**SUPPLIED MATERIAL:**
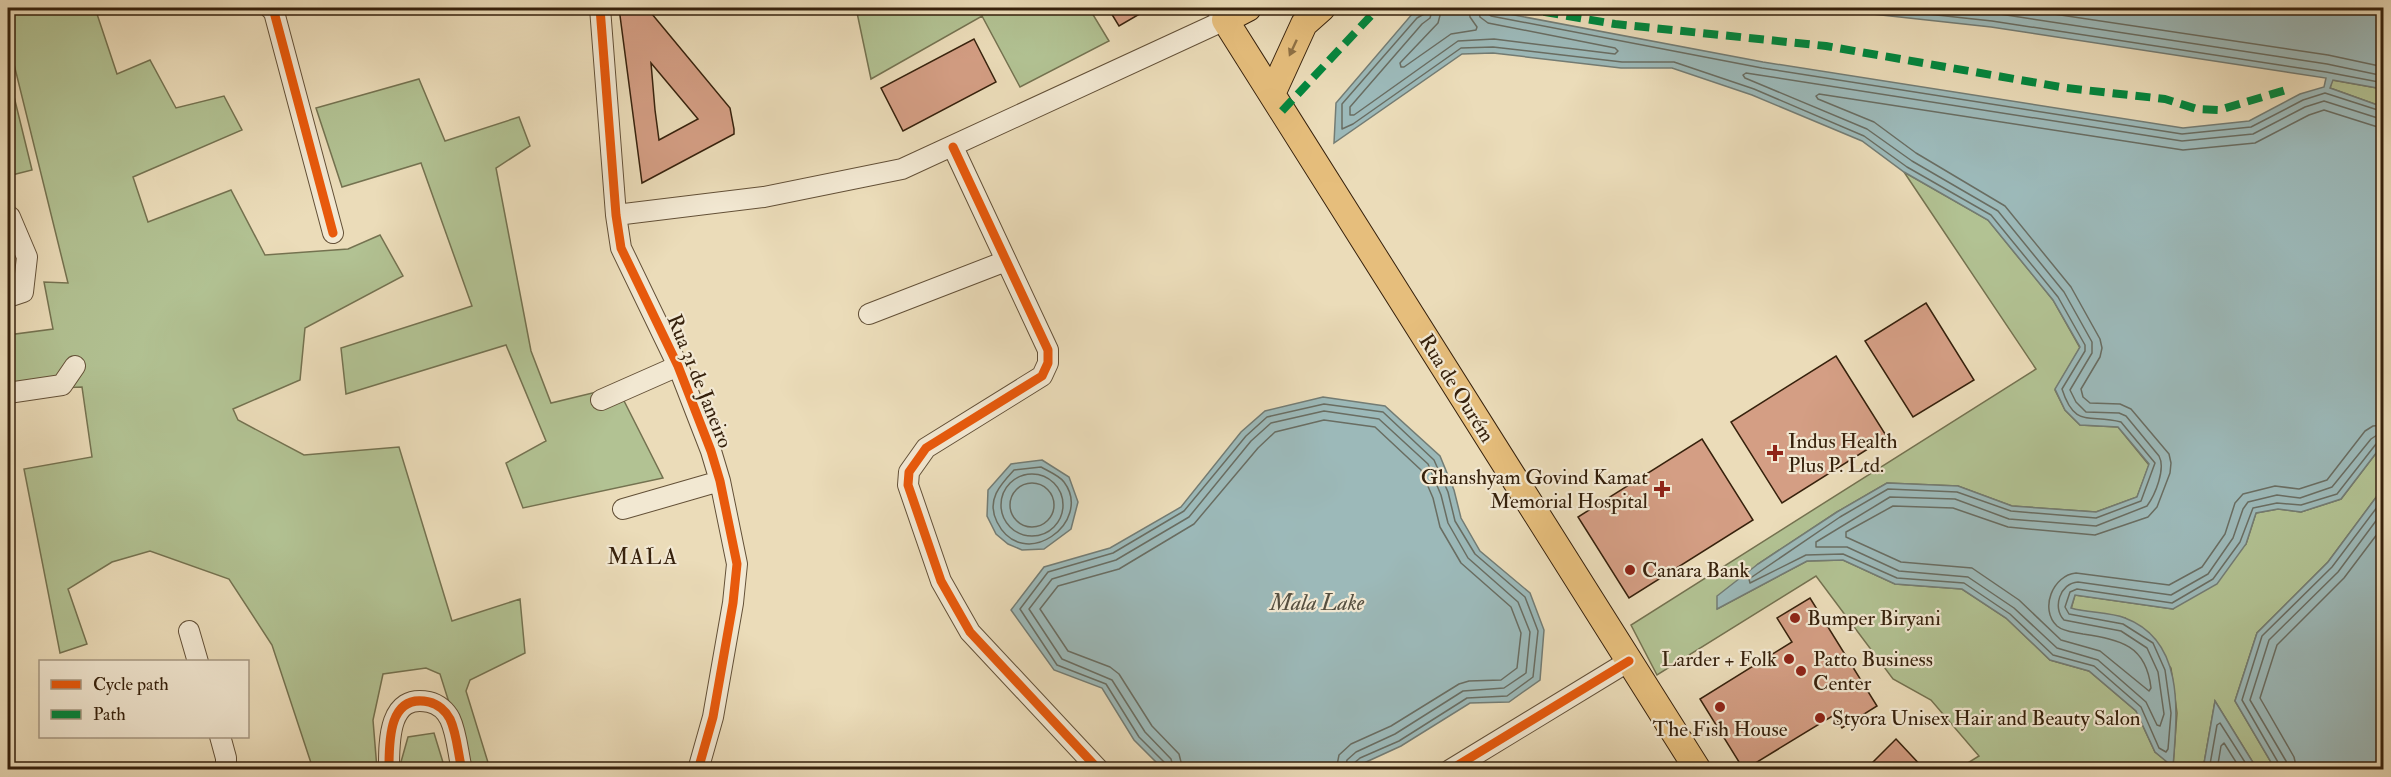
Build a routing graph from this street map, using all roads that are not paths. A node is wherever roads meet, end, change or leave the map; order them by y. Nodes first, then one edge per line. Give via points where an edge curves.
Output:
1 (270, 8) edge
2 (600, 8) edge
3 (1248, 8) edge
4 (1322, 8) edge
5 (1220, 14) edge
6 (1272, 94) junction
7 (952, 147) junction
8 (616, 215) junction
9 (8, 217) edge
10 (333, 233) dead end
11 (1006, 261) junction
12 (8, 297) edge
13 (869, 314) dead end
14 (75, 366) dead end
15 (678, 366) junction
16 (8, 393) edge
17 (601, 400) dead end
18 (720, 482) junction
19 (623, 509) dead end
20 (189, 631) dead end
21 (197, 660) edge
22 (1629, 661) junction
23 (221, 738) edge
24 (226, 770) edge
25 (389, 770) edge
26 (462, 770) edge
27 (698, 770) edge
28 (1099, 770) edge
29 (1450, 770) edge
30 (1698, 770) edge

1 - 10 street
2 - 8 street, Rua 31 de Janeiro
3 - 5 main road
4 -> 6 main road via 1304,24
5 - 6 main road, Rua de Ourém
5 - 7 street
6 - 22 main road, Rua de Ourém
7 - 8 street via 902,169 879,174 764,197
7 - 11 street
8 - 15 street, Rua 31 de Janeiro via 621,248
9 - 12 street via 27,257 23,292
11 - 13 street
11 - 28 street via 1048,350 1048,363 1042,376 926,448 909,472 908,485 941,581 970,632
14 - 16 street via 62,385
15 - 17 street
15 - 18 street, Rua 31 de Janeiro
18 - 19 street
18 - 27 street, Rua 31 de Janeiro via 737,564 734,603 713,717
20 - 21 street
22 - 29 street
22 - 30 main road, Rua de Ourém
23 - 24 street
25 - 26 street via 389,739 396,714 420,700 438,704 450,718

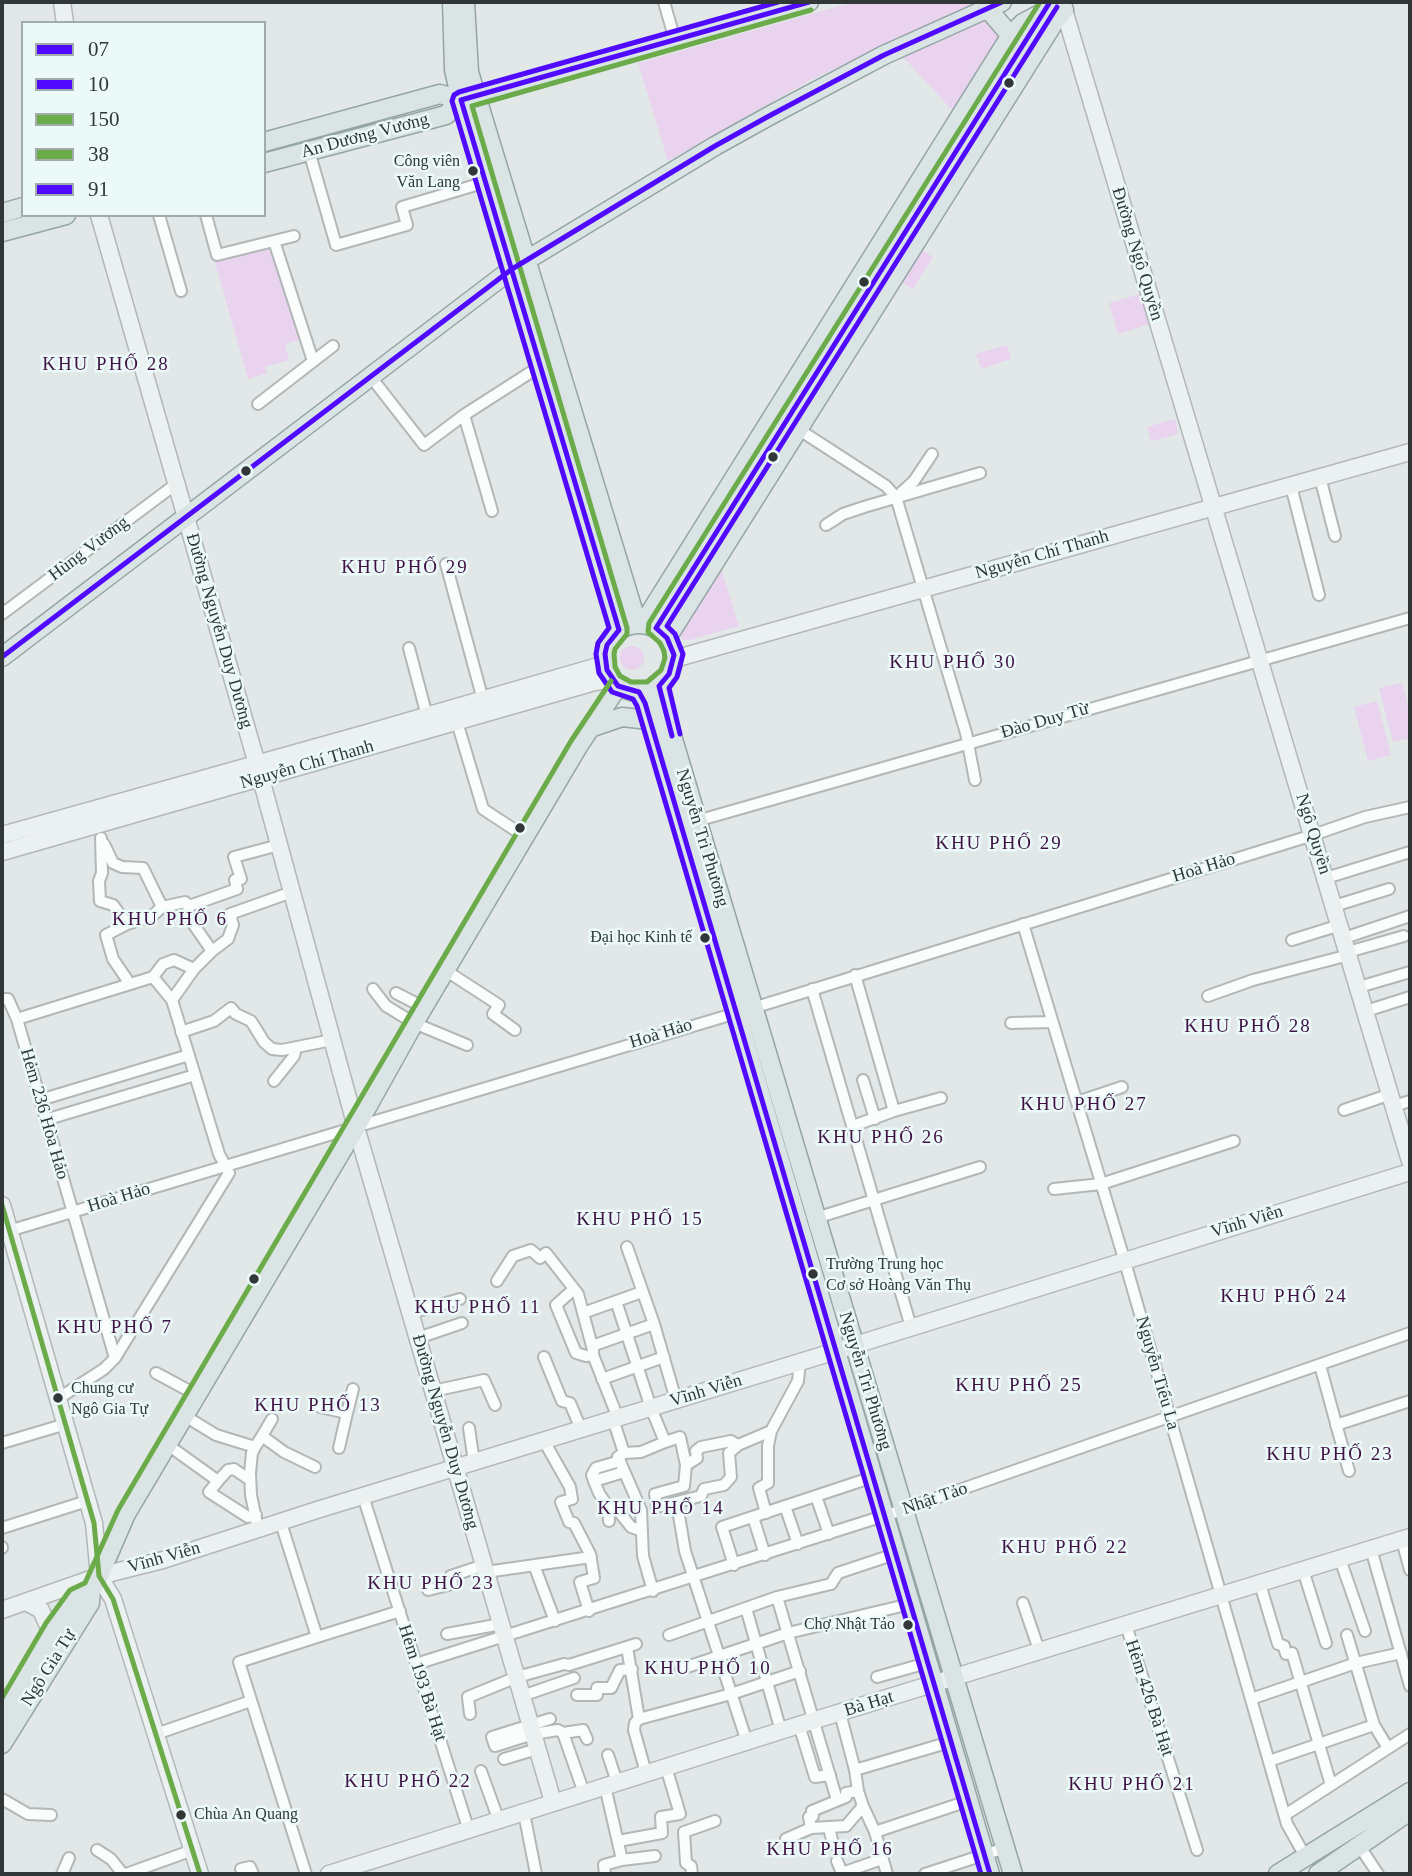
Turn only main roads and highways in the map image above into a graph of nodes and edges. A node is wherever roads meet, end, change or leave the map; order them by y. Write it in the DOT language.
graph roads {
  1 [pos="452,2"];
  2 [pos="466,2"];
  3 [pos="809,2"];
  4 [pos="995,5"];
  5 [pos="1054,7"];
  6 [pos="1016,41"];
  7 [pos="470,98"];
  8 [pos="266,141"];
  9 [pos="962,141"];
  10 [pos="266,162"];
  11 [pos="935,198"];
  12 [pos="21,208"];
  13 [pos="2,213"];
  14 [pos="58,217"];
  15 [pos="517,225"];
  16 [pos="2,232"];
  17 [pos="501,234"];
  18 [pos="887,246"];
  19 [pos="528,260"];
  20 [pos="512,269"];
  21 [pos="875,293"];
  22 [pos="550,362"];
  23 [pos="791,414"];
  24 [pos="651,628"];
  25 [pos="619,629"];
  26 [pos="3,653"];
  27 [pos="612,676"];
  28 [pos="659,686"];
  29 [pos="639,692"];
  30 [pos="649,720"];
  31 [pos="590,728"];
  32 [pos="689,823"];
  33 [pos="816,1218"];
  34 [pos="797,1224"];
  35 [pos="95,1583"];
  36 [pos="2,1715"];
  37 [pos="2,1744"];
  38 [pos="1410,1792"];
  39 [pos="1410,1811"];
  40 [pos="1380,1821"];
  41 [pos="1362,1850"];
  42 [pos="1305,1856"];
  43 [pos="990,1874"];
  44 [pos="1013,1874"];
  45 [pos="1268,1874"];
  46 [pos="1278,1874"];
  47 [pos="1298,1874"];
  48 [pos="1318,1874"];
  49 [pos="1334,1874"];
  1 -- 7 [label="main road"];
  2 -- 7 [label="main road"];
  3 -- 7 [label="main road, An Dương Vương"];
  4 -- 6 [label="main road"];
  4 -- 19 [label="main road, Hùng Vương"];
  5 -- 6 [label="main road"];
  5 -- 9 [label="main road"];
  6 -- 9 [label="main road"];
  7 -- 8 [label="main road, An Dương Vương"];
  7 -- 10 [label="main road, An Dương Vương"];
  7 -- 15 [label="main road"];
  7 -- 17 [label="main road"];
  9 -- 11 [label="main road"];
  9 -- 18 [label="main road"];
  11 -- 18 [label="main road"];
  11 -- 21 [label="main road"];
  12 -- 13 [label="main road"];
  14 -- 16 [label="main road"];
  15 -- 17 [label="main road"];
  15 -- 19 [label="main road"];
  17 -- 20 [label="main road"];
  18 -- 21 [label="main road"];
  18 -- 23 [label="main road"];
  19 -- 20 [label="main road, Hùng Vương"];
  19 -- 22 [label="main road"];
  20 -- 22 [label="main road"];
  20 -- 26 [label="main road, Hùng Vương"];
  21 -- 23 [label="main road"];
  22 -- 24 [label="main road"];
  22 -- 25 [label="main road"];
  23 -- 24 [label="main road"];
  23 -- 24 [label="main road"];
  24 -- 25 [label="main road"];
  24 -- 28 [label="main road"];
  25 -- 27 [label="main road"];
  27 -- 29 [label="main road"];
  27 -- 31 [label="main road, Ngô Gia Tự"];
  28 -- 29 [label="main road"];
  28 -- 32 [label="main road, Nguyễn Tri Phương"];
  29 -- 30 [label="main road, Nguyễn Tri Phương"];
  30 -- 31 [label="main road"];
  30 -- 32 [label="main road, Nguyễn Tri Phương"];
  31 -- 35 [label="main road, Ngô Gia Tự"];
  32 -- 33 [label="main road, Nguyễn Tri Phương"];
  32 -- 34 [label="main road, Nguyễn Tri Phương"];
  33 -- 34 [label="main road"];
  33 -- 44 [label="main road, Nguyễn Tri Phương"];
  34 -- 43 [label="main road, Nguyễn Tri Phương"];
  35 -- 36 [label="main road, Ngô Gia Tự"];
  35 -- 37 [label="main road, Ngô Gia Tự"];
  38 -- 40 [label="main road"];
  39 -- 40 [label="main road"];
  40 -- 41 [label="main road"];
  40 -- 42 [label="main road"];
  40 -- 47 [label="main road"];
  41 -- 48 [label="main road"];
  41 -- 49 [label="main road"];
  42 -- 45 [label="main road"];
  42 -- 46 [label="main road"];
}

**WHAT TO PRODUCE:** Extract each line from the entries above that contains the string "Janeiro".

**FINAL ANSWER:**
2 - 8 street, Rua 31 de Janeiro
8 - 15 street, Rua 31 de Janeiro via 621,248
15 - 18 street, Rua 31 de Janeiro
18 - 27 street, Rua 31 de Janeiro via 737,564 734,603 713,717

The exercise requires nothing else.